Benchmark for Answering Existential First Order Queries with Single Free Variable

Overview

EFO-1-QA Benchmark for First Order Query Estimation on Knowledge Graphs

This repository contains an entire pipeline for the EFO-1-QA benchmark. EFO-1 stands for the Existential First Order Queries with Single Free Varibale. The related paper has been submitted to the NeurIPS 2021 track on dataset and benchmark. OpenReview Link, and appeared on arXiv

If this work helps you, please cite

@article{EFO-1-QA,
  title={Benchmarking the Combinatorial Generalizability of Complex Query Answering on Knowledge Graphs},
  author={Wang, Zihao and Yin, Hang and Song, Yangqiu},
  journal={arXiv preprint arXiv:2109.08925},
  year={2021}
}

The pipeline overview.

alt text

  1. Query type generation and normalization The query types are generated by the DFS iteration of the context free grammar with the bounded negation hypothesis. The generated types are also normalized to several normal forms
  2. Query grounding and answer sampling The queries are grounded on specific knowledge graphs and the answers that are non-trivial are sampled.
  3. Model training and estimation We train and evaluate the specific query structure

Query type generation and normalization

The OpsTree is represented in the nested objects of FirstOrderSetQuery class in fol/foq_v2.py. We first generate the specific OpsTree and then store then by the formula property of FirstOrderSetQuery.

The OpsTree is generated by binary_formula_iterator in fol/foq_v2.py. The overall process is managed in formula_generation.py.

To generate the formula, just run

python formula_generation.py

Then the file formula csv is generated in the outputs folder. In this paper, we use the file in outputs/test_generated_formula_anchor_node=3.csv

Query grounding and answer sampling

We first prepare the KG data and then run the sampling code

The KG data (FB15k, FB15k-237, NELL995) should be put into under 'data/' folder. We use the data provided in the KGReasoning.
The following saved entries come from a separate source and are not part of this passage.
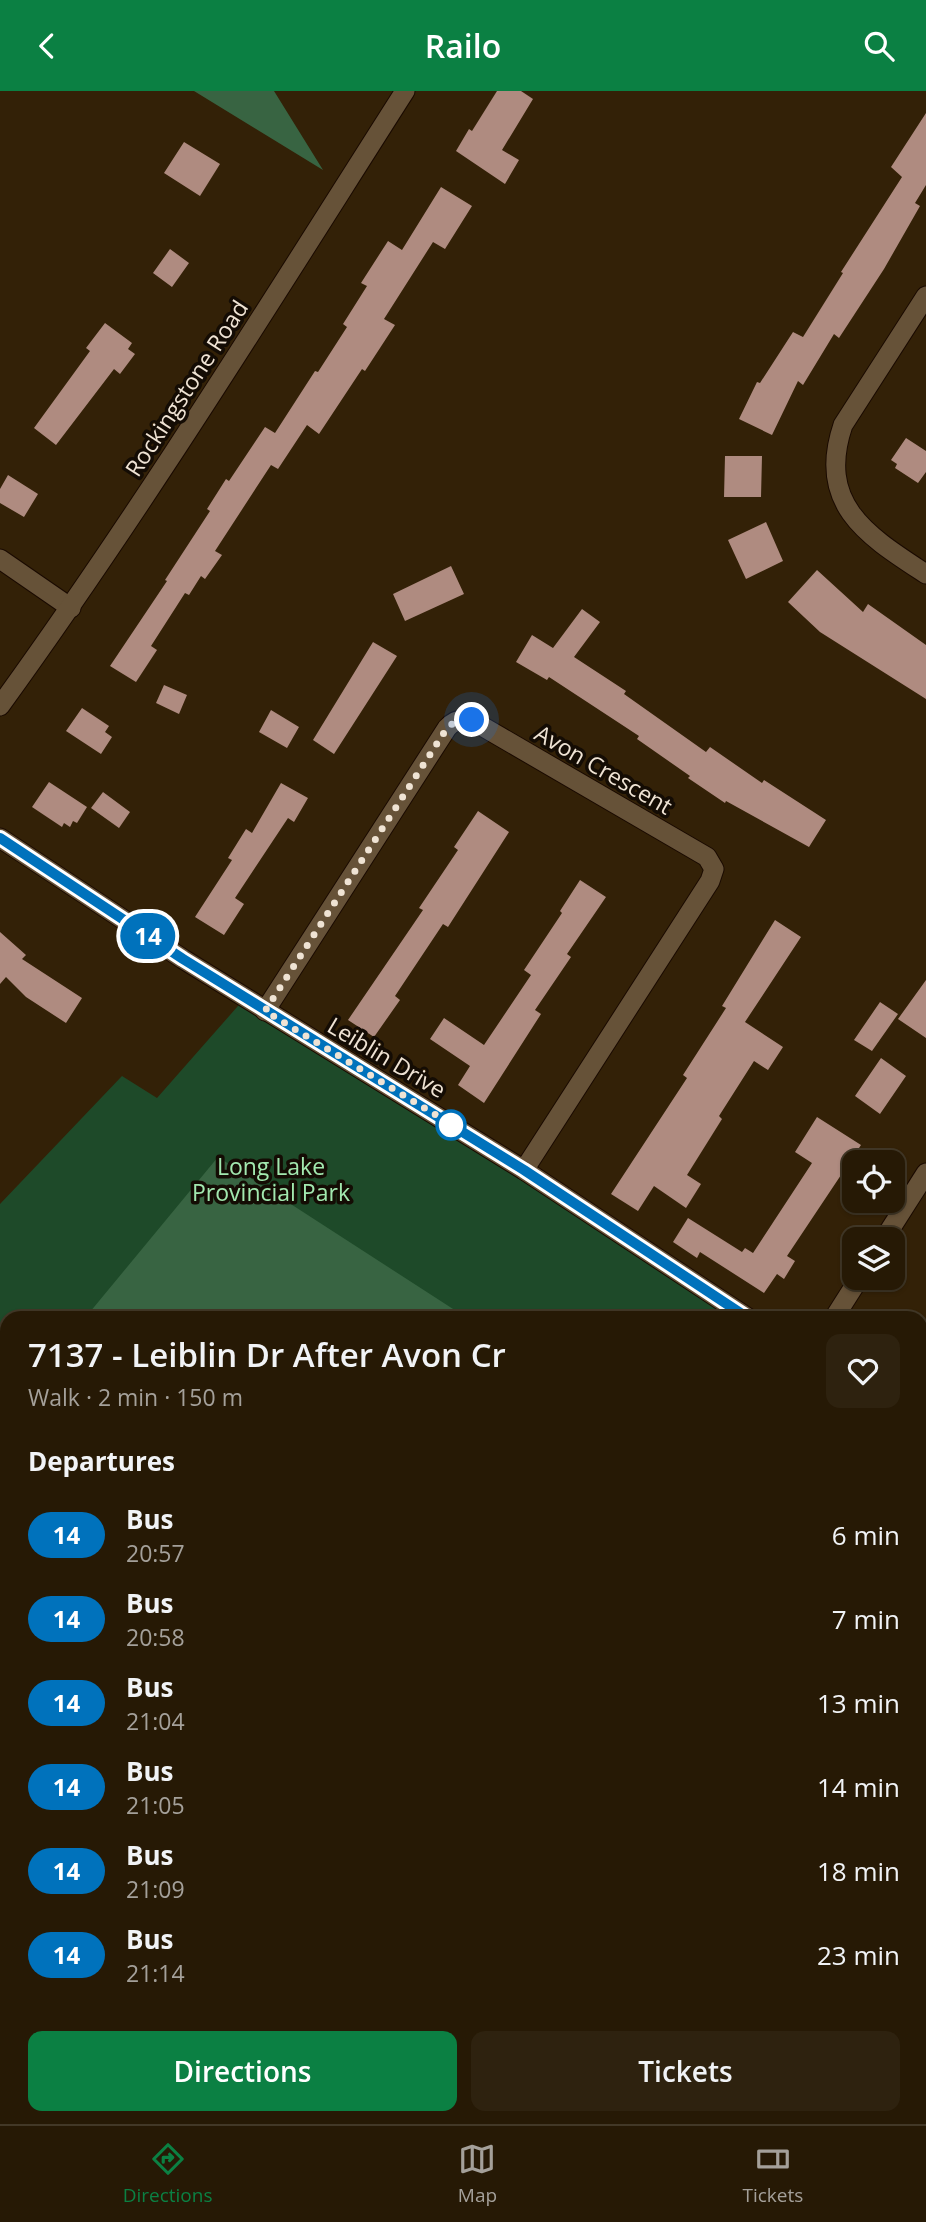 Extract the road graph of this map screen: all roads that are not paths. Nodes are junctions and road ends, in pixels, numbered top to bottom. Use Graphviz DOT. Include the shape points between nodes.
graph roads {
  1 [pos="405,91"];
  2 [pos="926,296"];
  3 [pos="0,559"];
  4 [pos="926,574"];
  5 [pos="71,608"];
  6 [pos="0,706"];
  7 [pos="0,838"];
  8 [pos="265,1011"];
  9 [pos="524,1170"];
  10 [pos="926,1173"];
  11 [pos="892,1227"];
  12 [pos="852,1290"];
  13 [pos="737,1311"];
  14 [pos="838,1311"];
  1 -- 5 [label="street, Rockingstone Road"];
  2 -- 4 [label="street" via="843,425 837,473 854,518 872,537"];
  3 -- 5 [label="street"];
  5 -- 6 [label="street, Rockingstone Road"];
  7 -- 8 [label="street, Leiblin Drive"];
  8 -- 9 [label="street, Leiblin Drive"];
  8 -- 9 [label="street, Avon Crescent" via="447,728 457,720 472,720 707,857 714,869 710,881"];
  9 -- 13 [label="street, Leiblin Drive"];
  10 -- 11 [label="street"];
  12 -- 14 [label="street"];
}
The structure of the data folder should be at least

data
	|---FB15k-237-betae
	|---FB15k-betae
	|---NELL-betae	

Then we can run the benchmark sampling code on specific knowledge graph by

python benchmark_sampling.py --knowledge_graph FB15k-237 
python benchmark_sampling.py --knowledge_graph FB15k
python benchmark_sampling.py --knowledge_graph NELL

Append new forms to existing data One can append new forms to the existing dataset by

python append_new_normal_form.py --knowledge_graph FB15k-237 

Model training and estimation

Models

Examples

The detailed setting of hyper-parameters or the knowledge graph to choose are in config folder, you can modify those configurations to create your own, all the experiments are on FB15k-237 by default.
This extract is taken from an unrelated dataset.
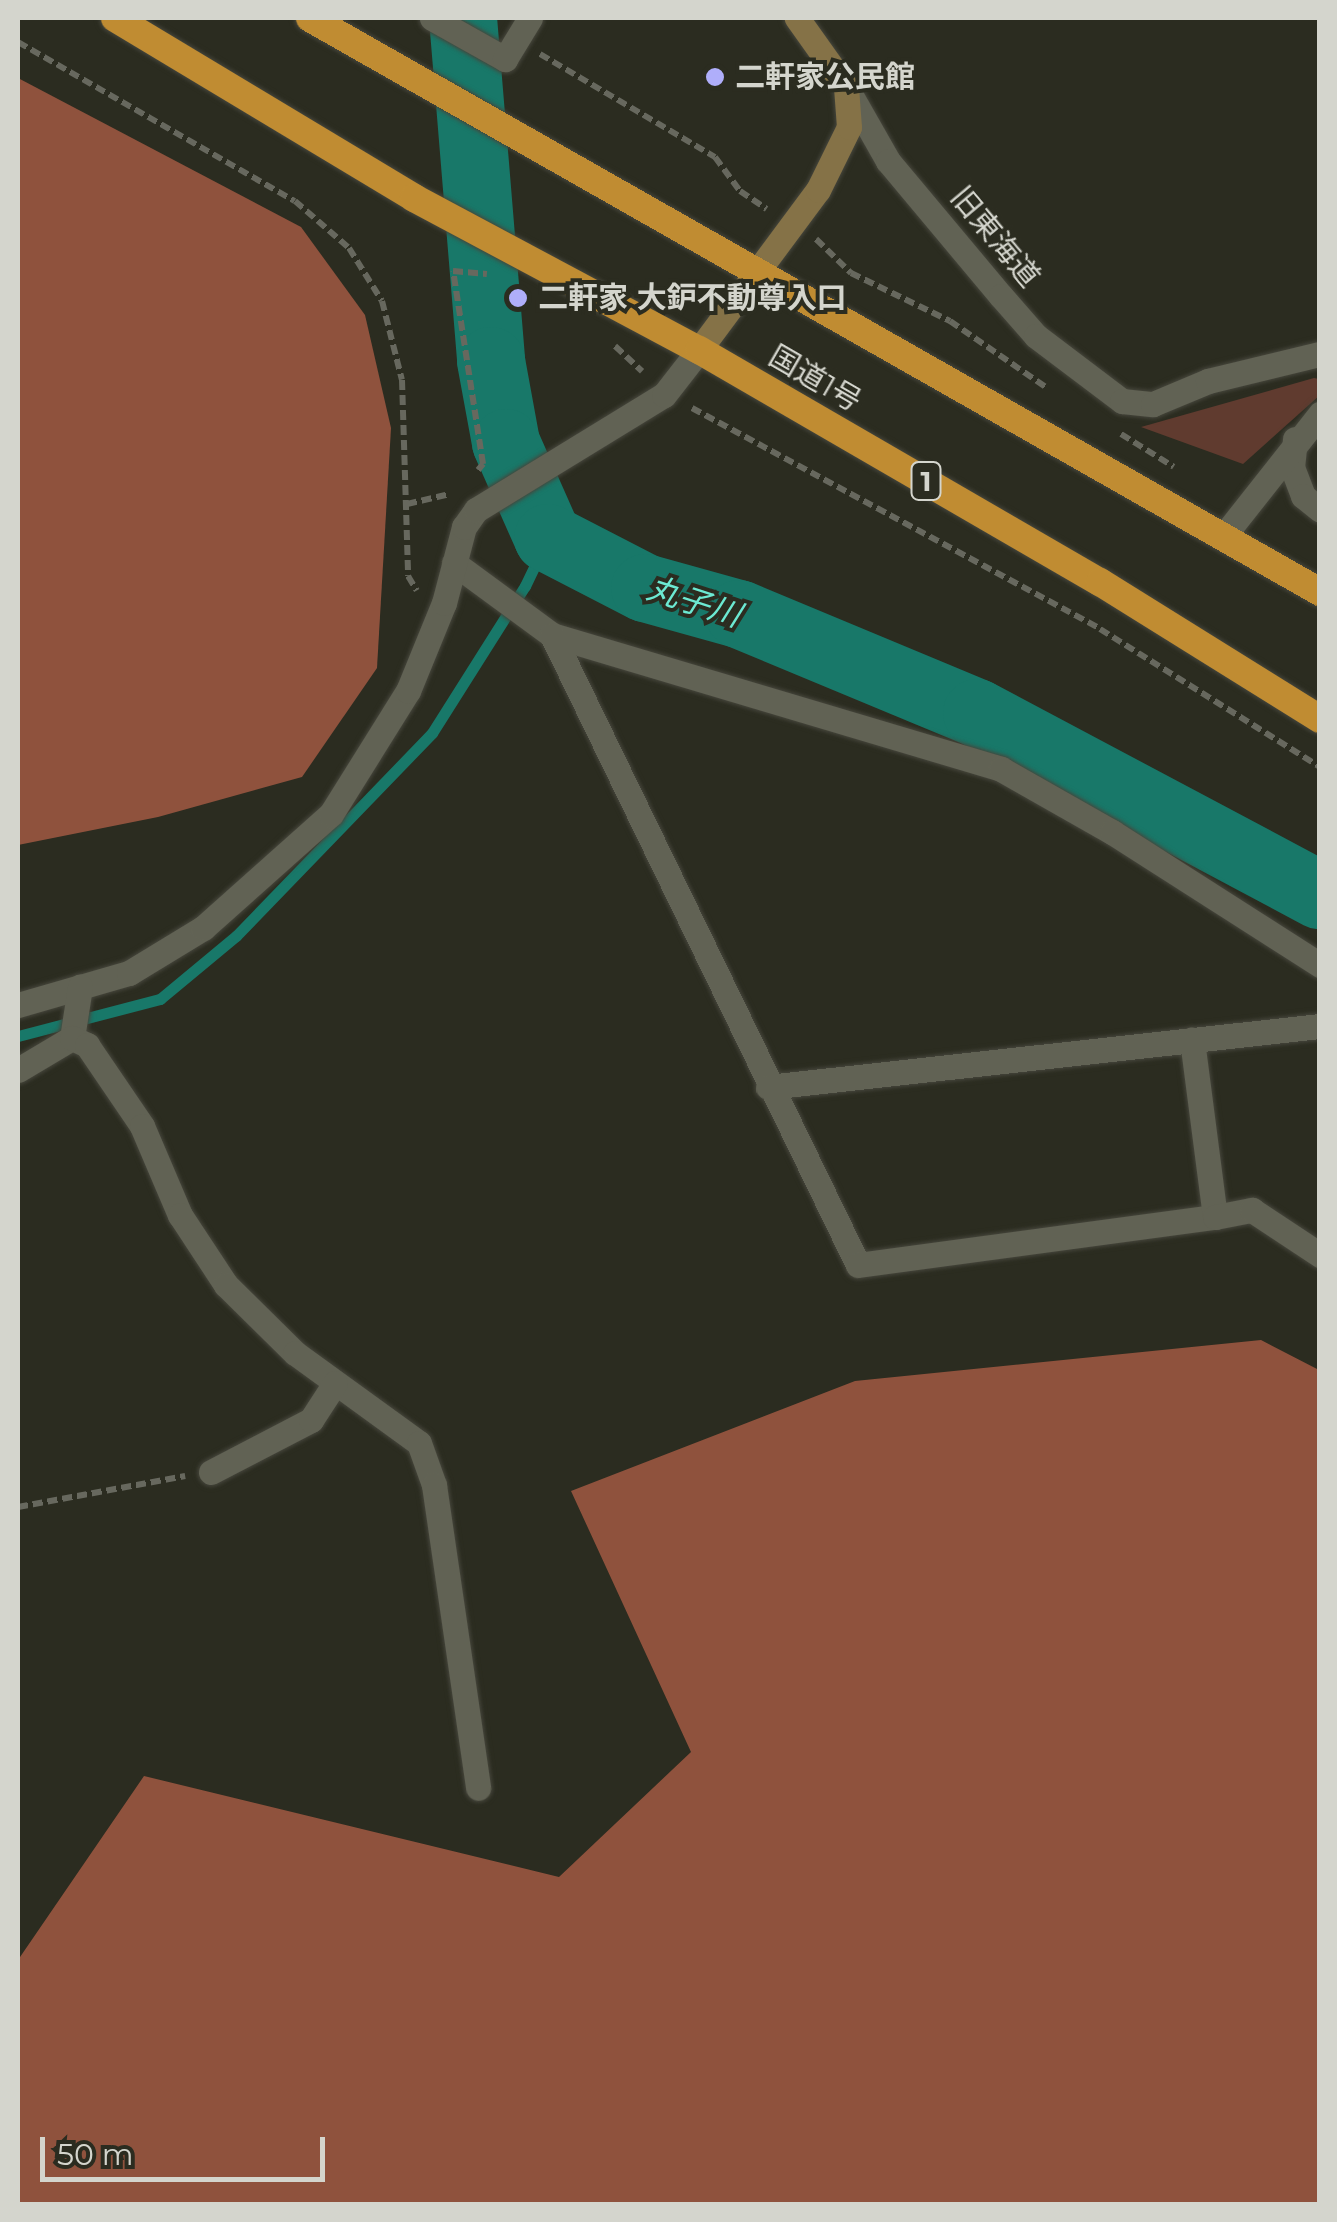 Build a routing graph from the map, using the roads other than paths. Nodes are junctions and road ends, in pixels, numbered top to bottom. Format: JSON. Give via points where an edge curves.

Besides, the generated benchmark, one can also use the BetaE dataset after converting to our format by running:

python transform_beta_data.py

Use one of the commands in the following, depending on the choice of models:

python main.py --config config/{data_type}_{model_name}.yaml
  • The data_type includes benchmark and beta
  • The model_name includes BetaE, LogicE, NewLook and Query2Box

If you need to evaluate on the EFO-1-QA benchmark, be sure to load from existing model checkpoint, you can train one on your own or download from here:

python main.py --config config/benchmark_beta.yaml --checkpoint_path ckpt/FB15k/Beta_full
python main.py --config config/benchmark_NewLook.yaml --checkpoint_path ckpt/FB15k/NLK_full --load_step 450000
python main.py --config config/benchmark_Logic.yaml --checkpoint_path ckpt/FB15k/Logic_full --load_step 450000

We note that the BetaE checkpoint above is trained from KGReasoning

Paper Checklist

  1. For all authors..

    (a) Do the main claims made in the abstract and introduction accurately reflect the paper's contributions and scope? Yes

    (b) Have you read the ethics review guidelines and ensured that your paper conforms to them? Yes

    (c) Did you discuss any potential negative societal impacts of your work? No

    (d) Did you describe the limitations of your work? Yes

  2. If you are including theoretical results...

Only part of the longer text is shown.